Pope Francis to Venezuelan clergy: Serve with ‘joy and determination’ amid pandemic

By Courtney Mares for CNA

Pope Francis attends the Prayer Meeting for Peace in Rome’s Piazza del Campidoglio Oct. 20, 2020. / Vatican Media

Vatican City, Jan 19, 2021 / 08:05 am (CNA).- Pope Francis sent a video message on Tuesday encouraging priests and bishops in their ministry during the coronavirus pandemic and reminding them of two principles which he said would “guarantee the growth of the Church.”

“I would like to point out to you two principles that should never be lost sight of and which guarantee the growth of the Church, if we are faithful: love of neighbor and service to one another,” Pope Francis said in a video message to a meeting of priests and bishops in Venezuela on Jan. 19.

“These two principles are anchored in two sacraments that Jesus institutes at the Last Supper, and which are the foundation, so to speak, of his message: the Eucharist, to teach love, and the washing of the feet, to teach service. Love and service together, otherwise it won’t work.”

In the video, sent to the virtual two-day meeting focused on priestly ministry during the coronavirus crisis, the pope encouraged priests and bishops to minister to “renew the gift of yourselves to the Lord and to his holy people” during the pandemic.

The meeting, organized by the Venezuelan bishops’ conference, is taking place a week and a half after Venezuelan Bishop Cástor Oswaldo Azuaje of Trujillo died of COVID-19 at the age of 69.

Pope Francis said that the virtual meeting was an opportunity for priests and bishops “to share, in a spirit of fraternal ministry, your priestly experiences, your labors, your uncertainties, as well as your yearnings and your conviction to carry on the work of the Church, which is the work of the Lord.”

“In these difficult moments, the passage from the Gospel of Mark comes to mind (Mark 6: 30-31), which tells how the Apostles, on their return from the mission to which Jesus had sent them, gathered around him. They told him all they had done, everything they had taught and then Jesus invited them to go, alone with Him, to a deserted place to rest for a while.”

He commented: “It is essential that we always return to Jesus, with whom we gather in sacramental fraternity to tell him and to tell each other ‘all that we have done and taught’ with the conviction that it is not our work, but that of God. It is he who saves us; we are only instruments in his hands.”

The pope invited priests to continue their ministry during the pandemic with “joy and determination.”

“This is what the Lord wants: experts in the task of loving others and capable of showing them, in the simplicity of small daily gestures of affection and attention, the caress of divine tenderness,” he said.
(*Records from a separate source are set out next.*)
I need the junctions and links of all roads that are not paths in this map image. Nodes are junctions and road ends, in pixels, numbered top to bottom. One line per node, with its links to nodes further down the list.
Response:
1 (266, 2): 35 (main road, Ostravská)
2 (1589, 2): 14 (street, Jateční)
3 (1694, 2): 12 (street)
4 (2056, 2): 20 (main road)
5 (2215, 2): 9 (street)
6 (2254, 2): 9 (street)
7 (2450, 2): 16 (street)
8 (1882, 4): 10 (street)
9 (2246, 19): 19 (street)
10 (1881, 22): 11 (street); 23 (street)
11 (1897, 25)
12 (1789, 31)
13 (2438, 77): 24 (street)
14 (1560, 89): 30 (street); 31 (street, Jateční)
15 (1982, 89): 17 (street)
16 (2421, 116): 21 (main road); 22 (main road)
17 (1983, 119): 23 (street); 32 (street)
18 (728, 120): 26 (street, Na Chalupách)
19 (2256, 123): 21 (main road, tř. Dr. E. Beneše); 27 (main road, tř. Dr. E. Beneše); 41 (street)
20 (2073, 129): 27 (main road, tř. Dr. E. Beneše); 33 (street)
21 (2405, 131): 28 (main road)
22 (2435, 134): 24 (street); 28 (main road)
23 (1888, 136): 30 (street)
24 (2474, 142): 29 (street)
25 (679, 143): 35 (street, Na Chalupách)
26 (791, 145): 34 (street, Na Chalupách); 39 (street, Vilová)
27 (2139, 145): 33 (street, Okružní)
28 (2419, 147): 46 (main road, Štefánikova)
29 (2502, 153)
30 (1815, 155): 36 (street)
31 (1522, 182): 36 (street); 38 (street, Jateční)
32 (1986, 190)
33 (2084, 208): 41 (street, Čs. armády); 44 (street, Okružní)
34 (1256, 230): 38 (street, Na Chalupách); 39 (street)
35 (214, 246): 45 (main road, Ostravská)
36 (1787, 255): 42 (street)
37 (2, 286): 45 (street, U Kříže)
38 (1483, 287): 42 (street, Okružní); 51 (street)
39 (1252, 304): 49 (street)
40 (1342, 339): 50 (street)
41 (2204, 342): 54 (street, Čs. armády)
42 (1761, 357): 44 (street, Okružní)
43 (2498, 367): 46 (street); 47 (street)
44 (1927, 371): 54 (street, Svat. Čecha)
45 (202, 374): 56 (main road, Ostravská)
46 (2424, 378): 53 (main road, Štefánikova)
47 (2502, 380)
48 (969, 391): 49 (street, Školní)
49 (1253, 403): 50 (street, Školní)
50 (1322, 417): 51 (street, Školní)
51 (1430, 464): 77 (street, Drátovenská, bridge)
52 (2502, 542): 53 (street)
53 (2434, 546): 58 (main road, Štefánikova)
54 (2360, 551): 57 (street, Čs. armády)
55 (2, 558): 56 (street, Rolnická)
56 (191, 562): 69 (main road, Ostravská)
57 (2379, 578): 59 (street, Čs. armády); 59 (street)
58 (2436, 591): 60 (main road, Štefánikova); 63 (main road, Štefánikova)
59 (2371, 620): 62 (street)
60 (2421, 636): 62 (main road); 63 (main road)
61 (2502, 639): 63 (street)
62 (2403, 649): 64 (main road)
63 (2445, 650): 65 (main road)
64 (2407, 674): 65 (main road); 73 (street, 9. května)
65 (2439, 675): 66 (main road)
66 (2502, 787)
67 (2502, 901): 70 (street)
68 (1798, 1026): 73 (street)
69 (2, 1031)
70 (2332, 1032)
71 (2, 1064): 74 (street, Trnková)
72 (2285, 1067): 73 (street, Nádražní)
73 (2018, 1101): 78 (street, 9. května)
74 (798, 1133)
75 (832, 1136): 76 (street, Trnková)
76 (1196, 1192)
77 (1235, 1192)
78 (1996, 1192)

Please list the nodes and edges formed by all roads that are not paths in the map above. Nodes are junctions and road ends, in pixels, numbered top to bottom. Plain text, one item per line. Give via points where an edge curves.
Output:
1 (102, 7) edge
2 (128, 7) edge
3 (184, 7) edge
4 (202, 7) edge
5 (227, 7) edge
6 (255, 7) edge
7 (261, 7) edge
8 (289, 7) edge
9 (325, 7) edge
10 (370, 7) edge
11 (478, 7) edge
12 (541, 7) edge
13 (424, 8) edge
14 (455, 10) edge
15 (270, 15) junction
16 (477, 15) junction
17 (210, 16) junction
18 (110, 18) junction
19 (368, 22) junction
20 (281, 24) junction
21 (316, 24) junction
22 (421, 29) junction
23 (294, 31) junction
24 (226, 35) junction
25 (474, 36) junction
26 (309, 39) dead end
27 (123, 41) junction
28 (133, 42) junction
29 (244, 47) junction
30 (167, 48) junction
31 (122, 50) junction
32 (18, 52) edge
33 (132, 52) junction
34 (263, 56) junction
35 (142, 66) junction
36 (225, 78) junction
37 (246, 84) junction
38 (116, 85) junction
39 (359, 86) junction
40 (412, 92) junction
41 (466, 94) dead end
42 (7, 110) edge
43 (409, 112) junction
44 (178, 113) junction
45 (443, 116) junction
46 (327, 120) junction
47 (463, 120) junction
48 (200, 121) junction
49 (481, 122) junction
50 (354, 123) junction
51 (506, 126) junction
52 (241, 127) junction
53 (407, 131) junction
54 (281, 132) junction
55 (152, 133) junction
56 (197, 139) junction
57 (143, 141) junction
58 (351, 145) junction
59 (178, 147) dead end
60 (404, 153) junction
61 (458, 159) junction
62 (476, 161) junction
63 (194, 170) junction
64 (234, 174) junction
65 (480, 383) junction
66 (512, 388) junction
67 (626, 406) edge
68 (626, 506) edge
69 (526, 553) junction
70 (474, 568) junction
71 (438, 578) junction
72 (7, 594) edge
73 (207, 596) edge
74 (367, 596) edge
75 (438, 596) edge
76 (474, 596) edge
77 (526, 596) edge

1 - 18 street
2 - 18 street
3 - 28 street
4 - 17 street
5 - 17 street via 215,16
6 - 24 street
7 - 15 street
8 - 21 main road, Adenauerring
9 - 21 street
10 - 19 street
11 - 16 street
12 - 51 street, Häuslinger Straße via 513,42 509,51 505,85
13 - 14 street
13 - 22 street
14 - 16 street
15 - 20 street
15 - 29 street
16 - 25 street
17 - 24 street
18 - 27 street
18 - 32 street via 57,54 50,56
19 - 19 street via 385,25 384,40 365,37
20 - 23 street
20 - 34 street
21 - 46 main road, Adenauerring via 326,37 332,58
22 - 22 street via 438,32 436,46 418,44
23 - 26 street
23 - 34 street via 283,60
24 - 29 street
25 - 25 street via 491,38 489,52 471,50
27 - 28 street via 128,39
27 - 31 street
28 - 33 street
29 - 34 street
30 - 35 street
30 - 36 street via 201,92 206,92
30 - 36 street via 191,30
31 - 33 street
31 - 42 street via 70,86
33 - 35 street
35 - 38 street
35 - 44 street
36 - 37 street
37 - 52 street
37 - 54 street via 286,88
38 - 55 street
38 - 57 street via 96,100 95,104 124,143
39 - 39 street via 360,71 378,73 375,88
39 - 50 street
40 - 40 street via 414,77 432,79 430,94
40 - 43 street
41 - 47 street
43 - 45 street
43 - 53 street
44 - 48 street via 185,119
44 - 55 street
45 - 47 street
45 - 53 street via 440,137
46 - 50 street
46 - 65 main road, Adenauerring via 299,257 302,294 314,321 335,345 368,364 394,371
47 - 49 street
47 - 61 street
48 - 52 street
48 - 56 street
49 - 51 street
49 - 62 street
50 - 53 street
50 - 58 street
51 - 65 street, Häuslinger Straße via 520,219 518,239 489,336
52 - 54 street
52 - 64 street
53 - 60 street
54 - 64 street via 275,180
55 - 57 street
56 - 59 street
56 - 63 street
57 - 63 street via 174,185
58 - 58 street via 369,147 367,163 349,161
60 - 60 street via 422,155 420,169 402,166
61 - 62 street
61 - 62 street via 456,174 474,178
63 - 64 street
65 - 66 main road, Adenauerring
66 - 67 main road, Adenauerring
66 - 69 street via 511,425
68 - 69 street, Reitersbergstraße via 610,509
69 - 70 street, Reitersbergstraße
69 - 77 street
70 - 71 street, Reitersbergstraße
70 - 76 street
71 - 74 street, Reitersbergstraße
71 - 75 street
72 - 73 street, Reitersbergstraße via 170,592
“Do not be divided, brothers,” he urged the priests and bishops, warning them against the temptation of having “an attitude of a sectarian heart, outside the unity of the Church” amid the isolation caused by the pandemic.

Pope Francis asked the Venezuelan clergy to revive their “desire to imitate the Good Shepherd, and to learn to be servants of all, in particular of the less fortunate and often discarded brothers and sisters, and to ensure that, in this time of crisis, all feel accompanied, supported, loved.”

Cardinal Jorge Urosa Savino, the archbishop emeritus of Caracas, said earlier this month that the pandemic had exacerbated Venezuela’s already severe economic, social, and political problems.

Inflation in Venezuela surpassed 10 million percent in 2020, and many Venezuelans’ monthly salaries cannot cover the cost of a gallon of milk. More than three million Venezuelans have left the country in the last three years, many of them on foot.

“The political, economic and social situation continues to be very bad, with runaway inflation and extremely high devaluation, which make us all increasingly poor,” Urosa wrote on Jan. 4.

“The outlook is bleak because this government has not been able to solve the problems of ordinary administration, nor guarantee the fundamental rights of the people, especially to life, food, health, and transportation.”

But the Venezuelan cardinal also stressed that “even in the midst of the pandemic, of economic, social and political problems, in the midst of negative personal circumstances that some of us may suffer, God is with us.”

Pope Francis thanked the Venezuelan priests and bishops for their service during the pandemic.

“With gratitude, I assure my closeness and my prayers to all of you who carry out the mission of the Church in Venezuela, in the proclamation of the Gospel and in the numerous initiatives of charity towards brothers exhausted by poverty and the health crisis. I entrust you all to the intercession of Our Lady of Coromoto and of St. Joseph,” the pope said.